Nos recuerda David Noria que la etimología de monumento es “aquello que sirve para recordar” y que por tanto la lengua es un monumento. Se trata de un monumento de aire, que abarca prácticamente la redondez del mundo, que desconocemos mientras lo caminamos, del que desprendemos de vez en cuando algunos asombros, una vez que nos percatamos de que las escaleras alguna vez fueron columnas, de que los techos son todos techos falsos, de que hemos convertido en dormitorios viejos salones de baile, y entrevemos por un instante la permanencia de los otros mundos (en apariencia perdidos) en nuestro mundo, esa infinita acumulación de objetos, rutinas y dioses.
Inicia Nuestra lengua con la pregunta de cómo los humanos del futuro contemplarán la Ciudad de México dentro de mil años, qué entenderán cuando traten de descifrar lo que quede de lo que los mexicanos hablan o escriben ahora. David Noria se pregunta si será evidente que por el camino “se camina”, que en el restaurante la persona “se restaura” y en el hospital “se hospeda”. Nosotros mismos podemos olvidarlo a veces, podemos enajenarnos incluso de las etimologías más obvias.
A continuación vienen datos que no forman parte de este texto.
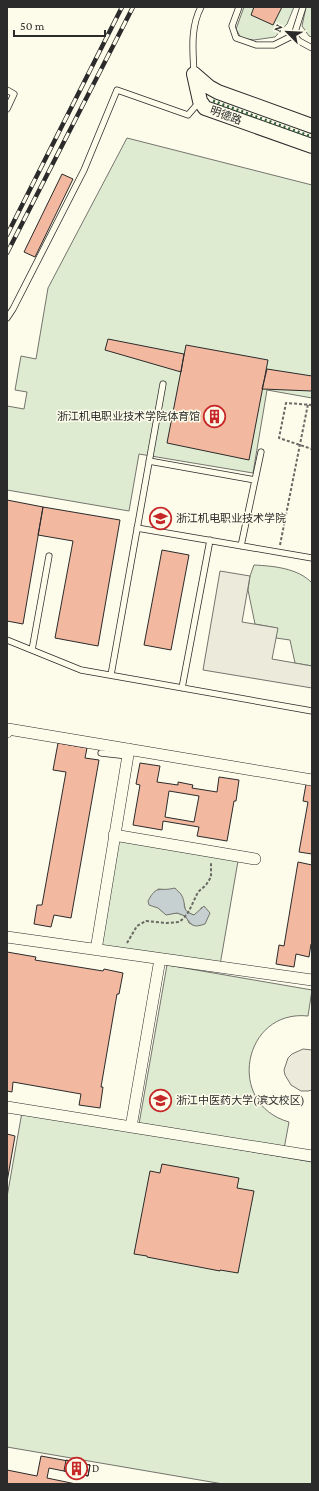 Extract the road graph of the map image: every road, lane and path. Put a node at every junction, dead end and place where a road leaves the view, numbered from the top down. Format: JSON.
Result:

Y en esto consiste la paradoja del lenguaje: que puede cambiar sin que haya cambios significativos, que incluso usando las mismas palabras tarde o temprano nos podemos terminar refiriendo a cosas distintas.
En “La biblioteca de Babel” Jorge Luis Borges interroga al lector si está seguro de entender las palabras que está leyendo. Por eso, cada comunicación entre dos seres humanos constituye una pequeña maravilla. El asombro metafísico que se esconde detrás del encanto de una zona de la lingüística, y quizás la única esperanza que alimenta la escritura, está en la representación mental de ese sentido oculto, incorruptible, imperecedero de las palabras y las frases, que en última instancia tal vez se remonte a onomatopeyas de los sonidos de las bestias y los pájaros. Esa breve representación mental de la intimidad del lenguaje es lo bastante fuerte, lo bastante adictiva, como para impulsar una fe religiosa (la literatura, o como queramos llamarle), y es lo que hermana a los escritores y a los lingüistas. El escritor y el lingüista no buscan necesariamente la eternidad. Hacen algo más difícil: creen en la eternidad. Creen en la exterioridad de algunos procesos y en la autonomía de ciertas fuerzas, que no necesitan de ser contemplados para existir. Nuestra lengua es una iniciación lingüística y también literaria.